● **The problem**
Of all the entries below, only the lines from the one with "stroke:#9d7f74; stroke-width:24; stroke-linecap:butt" up to and including the one with "2 1 2 8 2 1" are to be duplicated exactly.

● **Records to use**
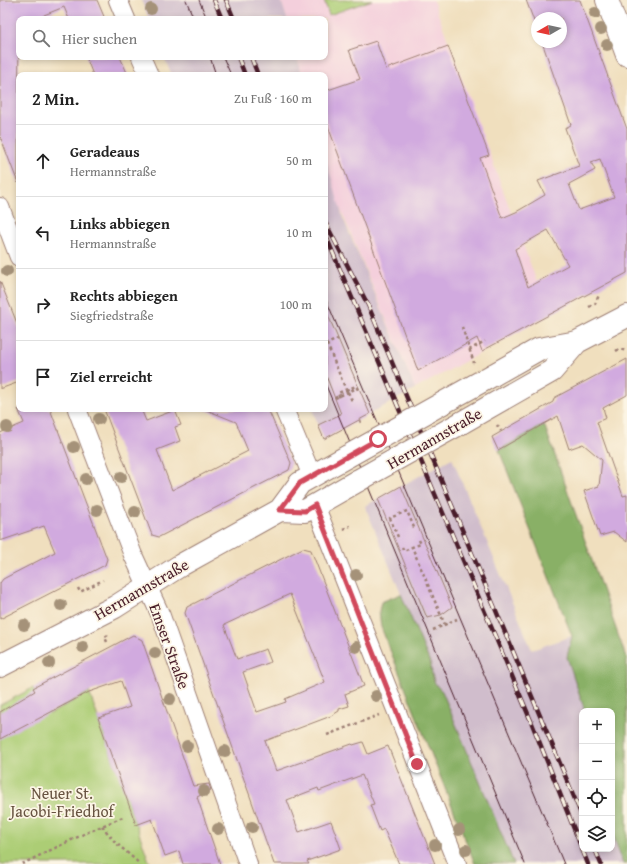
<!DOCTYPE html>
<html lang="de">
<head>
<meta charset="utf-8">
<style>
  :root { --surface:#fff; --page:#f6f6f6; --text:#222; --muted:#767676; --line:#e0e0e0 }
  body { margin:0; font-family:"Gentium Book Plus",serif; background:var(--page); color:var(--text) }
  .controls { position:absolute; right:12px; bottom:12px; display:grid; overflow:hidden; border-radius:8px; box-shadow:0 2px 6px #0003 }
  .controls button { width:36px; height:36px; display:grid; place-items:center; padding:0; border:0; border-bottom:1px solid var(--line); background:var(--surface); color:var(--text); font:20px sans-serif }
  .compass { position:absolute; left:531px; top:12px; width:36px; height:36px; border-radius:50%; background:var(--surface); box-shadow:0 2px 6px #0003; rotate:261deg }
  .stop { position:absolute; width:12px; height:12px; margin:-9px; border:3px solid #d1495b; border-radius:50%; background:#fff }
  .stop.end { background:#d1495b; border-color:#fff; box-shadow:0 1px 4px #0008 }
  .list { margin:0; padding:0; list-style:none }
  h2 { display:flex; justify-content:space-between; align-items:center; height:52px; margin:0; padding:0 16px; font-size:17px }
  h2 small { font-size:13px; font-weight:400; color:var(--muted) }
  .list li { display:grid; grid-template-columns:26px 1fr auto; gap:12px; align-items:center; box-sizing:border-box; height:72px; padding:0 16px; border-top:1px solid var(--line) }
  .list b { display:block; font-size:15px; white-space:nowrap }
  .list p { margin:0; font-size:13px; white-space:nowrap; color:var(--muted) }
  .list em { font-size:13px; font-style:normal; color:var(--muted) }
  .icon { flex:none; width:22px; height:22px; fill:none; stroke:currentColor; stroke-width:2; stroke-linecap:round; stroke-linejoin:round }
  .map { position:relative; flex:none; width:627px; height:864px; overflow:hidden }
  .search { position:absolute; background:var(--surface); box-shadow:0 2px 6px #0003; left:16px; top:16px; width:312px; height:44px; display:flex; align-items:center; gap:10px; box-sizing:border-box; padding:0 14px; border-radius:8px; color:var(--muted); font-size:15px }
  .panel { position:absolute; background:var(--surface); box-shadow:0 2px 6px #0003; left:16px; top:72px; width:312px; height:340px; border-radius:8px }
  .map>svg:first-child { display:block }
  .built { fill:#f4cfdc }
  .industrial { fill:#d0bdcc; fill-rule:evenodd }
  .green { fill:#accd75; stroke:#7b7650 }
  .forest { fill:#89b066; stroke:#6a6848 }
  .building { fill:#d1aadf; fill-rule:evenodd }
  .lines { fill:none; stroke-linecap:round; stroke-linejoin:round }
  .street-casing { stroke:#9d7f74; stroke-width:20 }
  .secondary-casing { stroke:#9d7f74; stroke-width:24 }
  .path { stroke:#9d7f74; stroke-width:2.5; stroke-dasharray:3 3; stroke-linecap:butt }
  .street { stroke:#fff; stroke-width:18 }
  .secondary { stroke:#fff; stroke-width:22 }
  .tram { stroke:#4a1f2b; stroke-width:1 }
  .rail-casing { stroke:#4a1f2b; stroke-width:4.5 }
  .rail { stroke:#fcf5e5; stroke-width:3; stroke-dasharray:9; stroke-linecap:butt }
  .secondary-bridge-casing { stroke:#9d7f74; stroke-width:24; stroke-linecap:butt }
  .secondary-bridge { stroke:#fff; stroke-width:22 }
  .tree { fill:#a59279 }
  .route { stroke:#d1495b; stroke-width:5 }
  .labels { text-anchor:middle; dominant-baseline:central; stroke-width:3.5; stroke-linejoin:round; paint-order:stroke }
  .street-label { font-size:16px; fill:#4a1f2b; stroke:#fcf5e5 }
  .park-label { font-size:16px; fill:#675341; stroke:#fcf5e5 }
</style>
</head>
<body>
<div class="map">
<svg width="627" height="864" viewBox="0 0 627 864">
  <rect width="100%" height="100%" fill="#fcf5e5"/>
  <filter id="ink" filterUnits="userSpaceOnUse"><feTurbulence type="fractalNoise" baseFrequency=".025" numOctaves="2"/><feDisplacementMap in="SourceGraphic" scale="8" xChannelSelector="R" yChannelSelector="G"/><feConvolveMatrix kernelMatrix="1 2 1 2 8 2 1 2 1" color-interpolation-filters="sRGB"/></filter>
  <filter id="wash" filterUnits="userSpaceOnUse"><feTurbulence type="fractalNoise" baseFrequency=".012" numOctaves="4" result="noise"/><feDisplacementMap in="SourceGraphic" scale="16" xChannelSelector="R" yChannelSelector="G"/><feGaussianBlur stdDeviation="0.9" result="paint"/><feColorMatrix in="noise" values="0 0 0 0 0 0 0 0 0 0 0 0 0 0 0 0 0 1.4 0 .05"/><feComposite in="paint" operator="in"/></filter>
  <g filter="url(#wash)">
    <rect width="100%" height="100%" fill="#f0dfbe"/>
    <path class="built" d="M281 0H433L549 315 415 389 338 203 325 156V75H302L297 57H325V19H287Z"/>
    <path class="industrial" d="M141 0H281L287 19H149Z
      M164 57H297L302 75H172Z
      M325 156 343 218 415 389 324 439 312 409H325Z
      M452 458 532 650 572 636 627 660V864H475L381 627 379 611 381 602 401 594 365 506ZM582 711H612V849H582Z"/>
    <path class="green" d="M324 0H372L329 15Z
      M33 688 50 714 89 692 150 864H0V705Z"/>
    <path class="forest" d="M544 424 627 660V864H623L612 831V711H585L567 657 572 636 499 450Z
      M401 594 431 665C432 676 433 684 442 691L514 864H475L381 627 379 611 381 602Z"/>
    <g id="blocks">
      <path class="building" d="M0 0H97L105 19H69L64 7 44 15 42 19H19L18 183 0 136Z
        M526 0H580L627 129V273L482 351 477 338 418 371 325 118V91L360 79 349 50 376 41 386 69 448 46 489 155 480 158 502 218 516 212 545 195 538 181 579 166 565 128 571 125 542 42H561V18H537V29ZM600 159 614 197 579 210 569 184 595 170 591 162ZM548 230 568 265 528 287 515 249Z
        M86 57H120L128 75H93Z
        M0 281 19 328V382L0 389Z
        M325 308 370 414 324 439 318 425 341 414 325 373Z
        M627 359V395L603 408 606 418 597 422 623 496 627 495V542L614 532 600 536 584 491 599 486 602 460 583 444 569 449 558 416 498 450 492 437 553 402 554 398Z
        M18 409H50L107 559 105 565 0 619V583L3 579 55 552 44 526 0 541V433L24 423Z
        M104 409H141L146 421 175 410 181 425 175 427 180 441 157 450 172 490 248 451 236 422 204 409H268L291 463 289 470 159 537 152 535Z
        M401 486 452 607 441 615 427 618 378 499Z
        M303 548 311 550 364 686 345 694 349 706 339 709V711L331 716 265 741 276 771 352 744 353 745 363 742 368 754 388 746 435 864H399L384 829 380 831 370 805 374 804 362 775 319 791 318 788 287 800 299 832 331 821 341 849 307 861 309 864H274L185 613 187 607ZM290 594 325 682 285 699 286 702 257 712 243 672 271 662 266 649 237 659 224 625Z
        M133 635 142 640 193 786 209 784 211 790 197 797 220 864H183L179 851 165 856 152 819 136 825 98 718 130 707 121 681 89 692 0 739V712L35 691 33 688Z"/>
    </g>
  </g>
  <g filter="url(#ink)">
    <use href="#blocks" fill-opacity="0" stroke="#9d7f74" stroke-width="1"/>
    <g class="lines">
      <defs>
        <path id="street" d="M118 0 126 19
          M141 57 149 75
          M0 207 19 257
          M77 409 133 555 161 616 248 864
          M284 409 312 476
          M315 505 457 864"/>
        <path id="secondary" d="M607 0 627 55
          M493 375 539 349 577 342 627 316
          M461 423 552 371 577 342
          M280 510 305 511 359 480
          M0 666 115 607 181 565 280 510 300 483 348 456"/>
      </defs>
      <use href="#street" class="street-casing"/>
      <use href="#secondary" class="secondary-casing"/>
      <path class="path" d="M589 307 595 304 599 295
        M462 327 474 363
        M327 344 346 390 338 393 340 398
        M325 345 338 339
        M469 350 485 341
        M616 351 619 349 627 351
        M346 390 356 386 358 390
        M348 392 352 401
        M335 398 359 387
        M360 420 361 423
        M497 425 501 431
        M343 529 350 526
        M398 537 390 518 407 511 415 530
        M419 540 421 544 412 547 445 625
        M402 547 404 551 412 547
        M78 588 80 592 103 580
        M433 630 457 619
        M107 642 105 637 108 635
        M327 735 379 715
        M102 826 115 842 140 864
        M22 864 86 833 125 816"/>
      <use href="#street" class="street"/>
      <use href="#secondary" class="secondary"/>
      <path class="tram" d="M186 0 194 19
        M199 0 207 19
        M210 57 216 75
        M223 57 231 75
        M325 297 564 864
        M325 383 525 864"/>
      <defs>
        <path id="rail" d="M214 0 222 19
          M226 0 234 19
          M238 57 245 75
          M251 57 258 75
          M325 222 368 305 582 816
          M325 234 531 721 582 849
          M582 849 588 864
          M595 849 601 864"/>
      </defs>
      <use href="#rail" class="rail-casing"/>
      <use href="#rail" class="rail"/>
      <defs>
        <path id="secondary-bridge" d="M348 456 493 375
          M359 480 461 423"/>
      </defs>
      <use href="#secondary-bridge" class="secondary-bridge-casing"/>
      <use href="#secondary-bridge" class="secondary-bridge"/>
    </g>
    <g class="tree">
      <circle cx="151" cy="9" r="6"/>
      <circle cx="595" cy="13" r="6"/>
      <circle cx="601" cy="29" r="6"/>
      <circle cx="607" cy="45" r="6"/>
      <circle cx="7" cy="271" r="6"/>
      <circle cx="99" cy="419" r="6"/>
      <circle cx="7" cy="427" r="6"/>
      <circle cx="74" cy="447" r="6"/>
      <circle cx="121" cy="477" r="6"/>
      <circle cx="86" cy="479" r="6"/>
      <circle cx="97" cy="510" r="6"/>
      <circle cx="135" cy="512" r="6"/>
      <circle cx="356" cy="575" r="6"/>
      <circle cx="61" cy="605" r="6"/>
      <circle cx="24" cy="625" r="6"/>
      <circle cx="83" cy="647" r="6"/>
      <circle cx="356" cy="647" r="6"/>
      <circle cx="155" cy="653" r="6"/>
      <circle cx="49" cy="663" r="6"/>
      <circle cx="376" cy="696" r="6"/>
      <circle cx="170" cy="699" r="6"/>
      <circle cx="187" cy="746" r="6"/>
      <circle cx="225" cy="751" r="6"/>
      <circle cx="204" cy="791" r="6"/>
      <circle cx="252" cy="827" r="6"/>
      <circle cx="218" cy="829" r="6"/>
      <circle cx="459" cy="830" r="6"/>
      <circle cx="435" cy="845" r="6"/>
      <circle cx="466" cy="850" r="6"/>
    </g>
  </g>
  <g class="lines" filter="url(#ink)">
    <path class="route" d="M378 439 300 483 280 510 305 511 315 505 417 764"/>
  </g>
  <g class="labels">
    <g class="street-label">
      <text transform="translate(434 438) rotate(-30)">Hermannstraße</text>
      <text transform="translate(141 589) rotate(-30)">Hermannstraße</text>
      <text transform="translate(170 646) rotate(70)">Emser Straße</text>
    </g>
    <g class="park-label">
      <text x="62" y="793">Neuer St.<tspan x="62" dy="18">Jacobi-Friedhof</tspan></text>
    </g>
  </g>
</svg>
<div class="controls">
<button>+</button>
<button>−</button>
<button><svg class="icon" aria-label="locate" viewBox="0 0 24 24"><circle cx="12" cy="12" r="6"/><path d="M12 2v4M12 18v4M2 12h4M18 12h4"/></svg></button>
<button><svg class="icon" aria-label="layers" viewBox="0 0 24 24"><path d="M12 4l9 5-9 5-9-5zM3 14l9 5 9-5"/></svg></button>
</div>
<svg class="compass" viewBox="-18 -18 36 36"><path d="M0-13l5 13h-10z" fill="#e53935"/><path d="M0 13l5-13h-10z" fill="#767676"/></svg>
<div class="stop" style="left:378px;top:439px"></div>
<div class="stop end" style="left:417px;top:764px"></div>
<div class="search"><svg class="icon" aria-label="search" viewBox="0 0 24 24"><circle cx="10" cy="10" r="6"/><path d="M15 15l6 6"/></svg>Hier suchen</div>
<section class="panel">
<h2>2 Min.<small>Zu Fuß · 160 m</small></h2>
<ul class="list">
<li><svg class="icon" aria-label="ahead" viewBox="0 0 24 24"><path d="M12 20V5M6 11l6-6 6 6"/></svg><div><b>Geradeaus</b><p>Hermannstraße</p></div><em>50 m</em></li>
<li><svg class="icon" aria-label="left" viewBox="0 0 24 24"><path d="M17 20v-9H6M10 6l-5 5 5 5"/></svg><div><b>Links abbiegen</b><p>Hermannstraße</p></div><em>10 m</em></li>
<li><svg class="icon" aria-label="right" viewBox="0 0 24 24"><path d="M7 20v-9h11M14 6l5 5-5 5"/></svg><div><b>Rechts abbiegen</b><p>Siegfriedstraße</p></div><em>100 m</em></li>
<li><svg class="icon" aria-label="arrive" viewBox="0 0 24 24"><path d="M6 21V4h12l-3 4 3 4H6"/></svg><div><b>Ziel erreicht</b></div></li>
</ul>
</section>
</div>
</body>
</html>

● **The answer**
  .secondary-bridge-casing { stroke:#9d7f74; stroke-width:24; stroke-linecap:butt }
  .secondary-bridge { stroke:#fff; stroke-width:22 }
  .tree { fill:#a59279 }
  .route { stroke:#d1495b; stroke-width:5 }
  .labels { text-anchor:middle; dominant-baseline:central; stroke-width:3.5; stroke-linejoin:round; paint-order:stroke }
  .street-label { font-size:16px; fill:#4a1f2b; stroke:#fcf5e5 }
  .park-label { font-size:16px; fill:#675341; stroke:#fcf5e5 }
</style>
</head>
<body>
<div class="map">
<svg width="627" height="864" viewBox="0 0 627 864">
  <rect width="100%" height="100%" fill="#fcf5e5"/>
  <filter id="ink" filterUnits="userSpaceOnUse"><feTurbulence type="fractalNoise" baseFrequency=".025" numOctaves="2"/><feDisplacementMap in="SourceGraphic" scale="8" xChannelSelector="R" yChannelSelector="G"/><feConvolveMatrix kernelMatrix="1 2 1 2 8 2 1 2 1" color-interpolation-filters="sRGB"/></filter>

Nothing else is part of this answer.